MySQL binlog replication is a powerful feature that has been around in MySQL for a long time and is widely used for replicating writes on a primary server to replica servers. Those replicas are often used to handle read-only traffic to help spread out load and to scale a system. They are also useful for executing long-running analytic queries or backups that you don't want to run on your primary database.
We're excited about this feature because it gives customers an easy way to start getting some of the benefits of versioned data without having to take on a database migration. You can configure a Dolt database as a replica of a MySQL database and automatically keep the data in sync on the replica. MySQL doesn't track data versions, but you can configure Dolt to create Dolt commits at different events or intervals, which gives you a versioned history of the data being replicated.
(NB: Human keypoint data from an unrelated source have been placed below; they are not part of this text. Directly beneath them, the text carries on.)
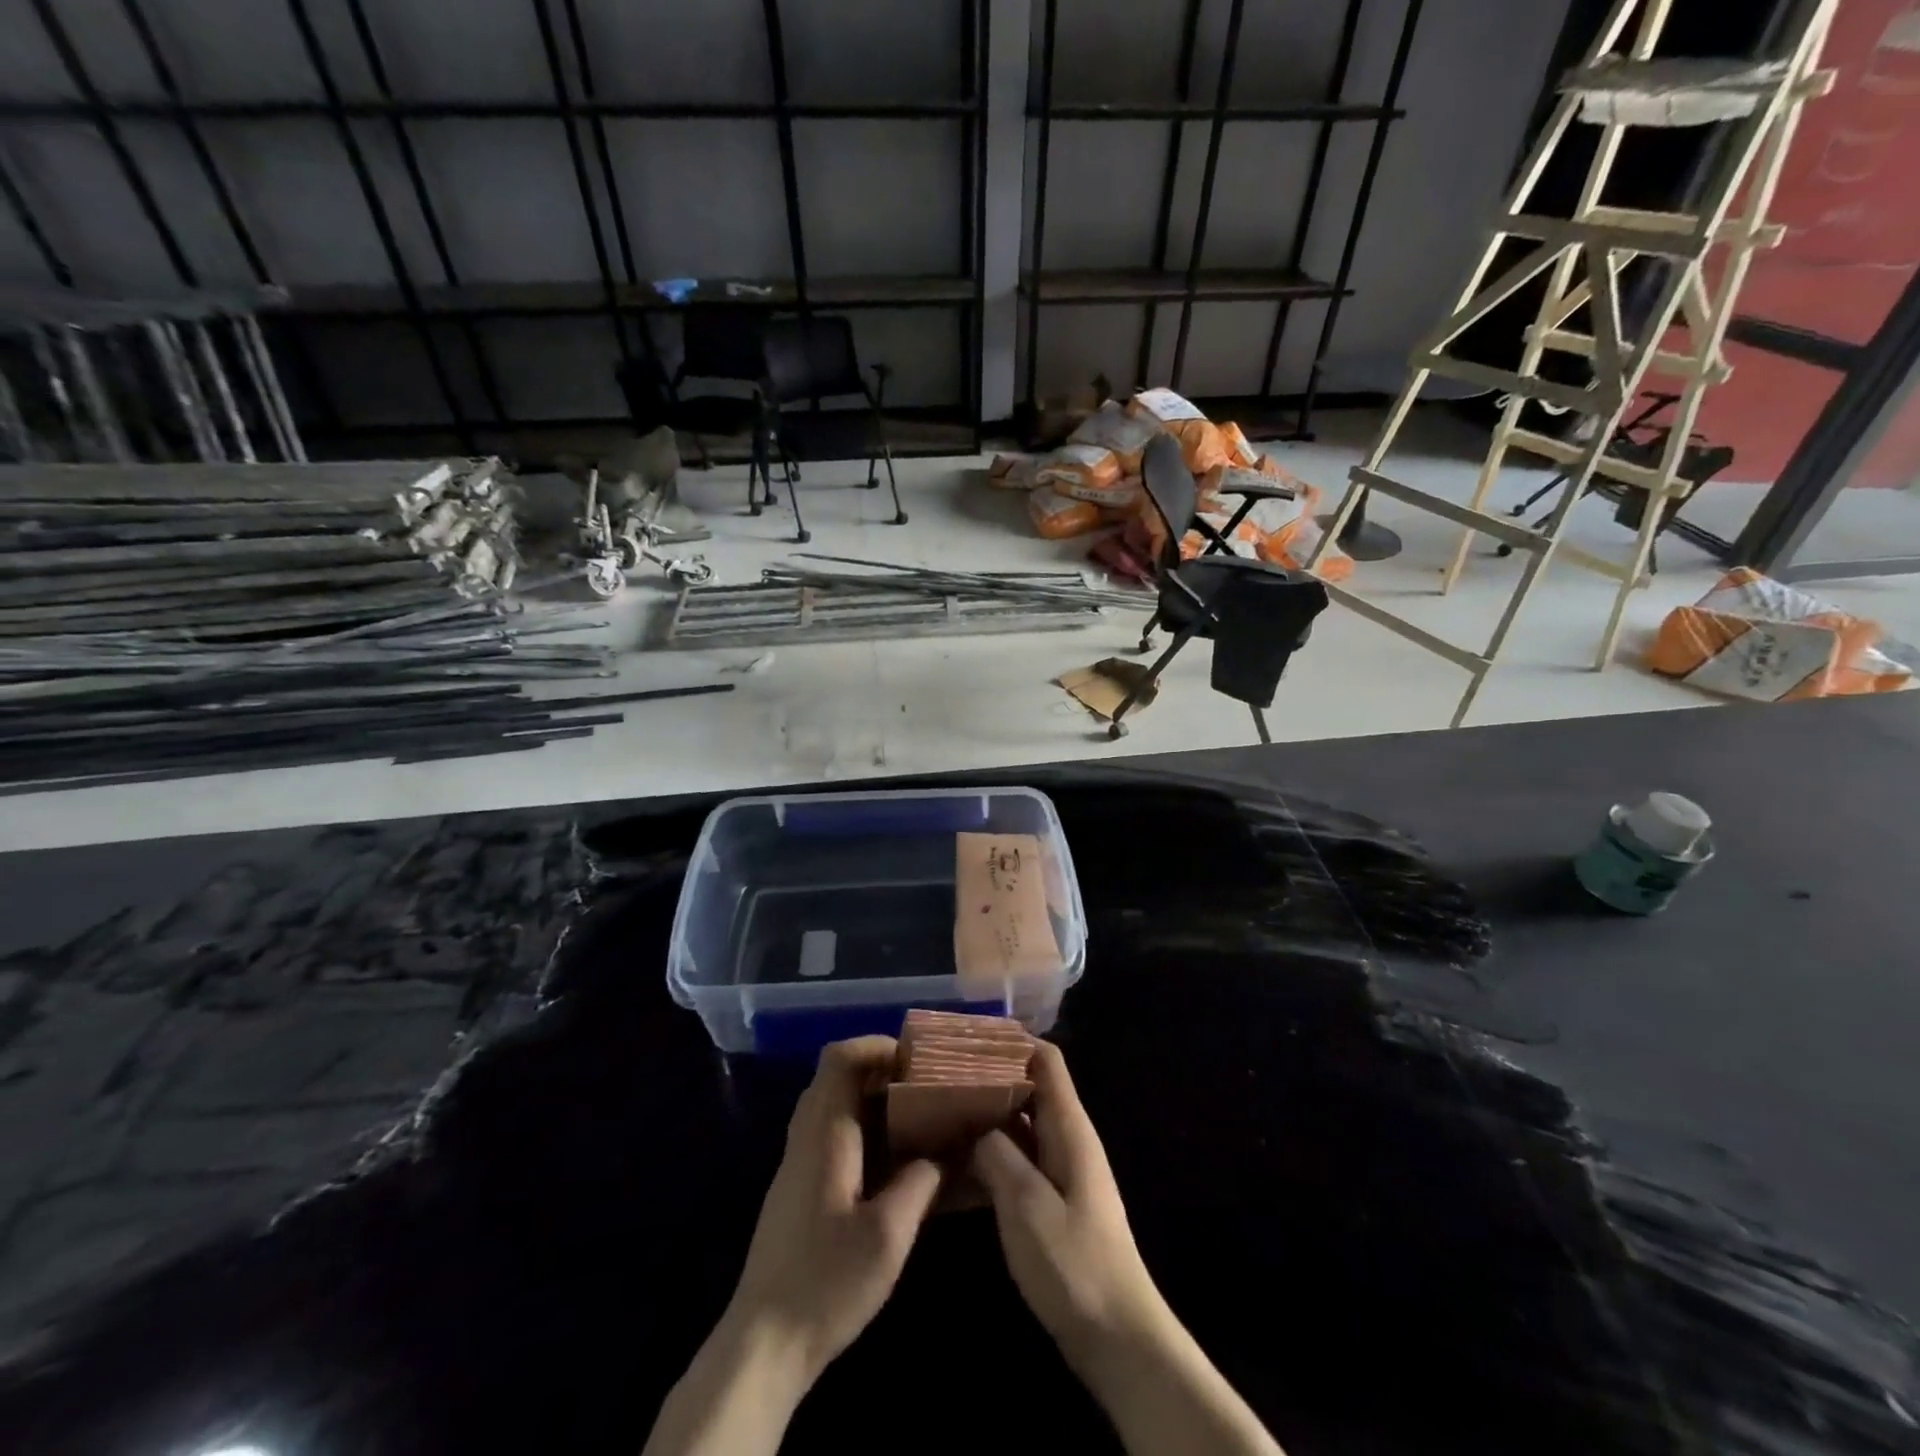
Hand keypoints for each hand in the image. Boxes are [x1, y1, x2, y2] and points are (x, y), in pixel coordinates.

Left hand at [724, 1035, 942, 1388]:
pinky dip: (862, 1127)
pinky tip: (892, 1161)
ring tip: (916, 1117)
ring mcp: (797, 1163)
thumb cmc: (827, 1282)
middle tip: (924, 1086)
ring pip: (833, 1105)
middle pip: (837, 1075)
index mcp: (824, 1133)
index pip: (840, 1058)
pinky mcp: (798, 1188)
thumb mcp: (888, 1233)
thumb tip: (948, 1149)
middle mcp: (806, 1136)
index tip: (916, 1060)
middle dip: (882, 1071)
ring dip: (872, 1100)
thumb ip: (921, 1181)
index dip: (877, 1045)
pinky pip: (830, 1134)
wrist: (764, 1344)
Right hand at [970, 1041, 1169, 1373]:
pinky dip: (991, 1153)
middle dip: (989, 1076)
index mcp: (1069, 1128)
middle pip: (1030, 1087)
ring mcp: (1061, 1171)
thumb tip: (976, 1125)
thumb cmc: (1075, 1266)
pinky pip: (1018, 1160)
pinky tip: (956, 1164)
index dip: (1012, 1041)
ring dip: (986, 1116)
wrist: (1118, 1339)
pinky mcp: (1053, 1202)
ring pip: (1020, 1124)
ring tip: (940, 1111)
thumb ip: (998, 1155)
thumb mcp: (1027, 1206)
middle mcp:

For example, you could have Dolt configured to create a Dolt commit at midnight each night, and then you'll have daily versioned history going forward for of all the data changes from your MySQL database. From there, you can use all the Dolt diff features to diff your data and understand exactly how and when your data changed. This is super useful in a many different scenarios, such as running analysis of data changes, or recovering data that was deleted from your primary server.
DoltHub ❤️ Vitess
First off, I want to give the Vitess.io project a big shoutout. 🙌🏻 vitessio/vitess is an extremely popular Go project for deploying, scaling, and managing large clusters of MySQL databases. In particular, it's got some really cool support for data sharding. We've been relying on a fork of Vitess for several years now, primarily for the SQL parser and for the low-level MySQL wire protocol implementation. Vitess is a fantastic library and it would have been MUCH more challenging for us to build DoltDB without it.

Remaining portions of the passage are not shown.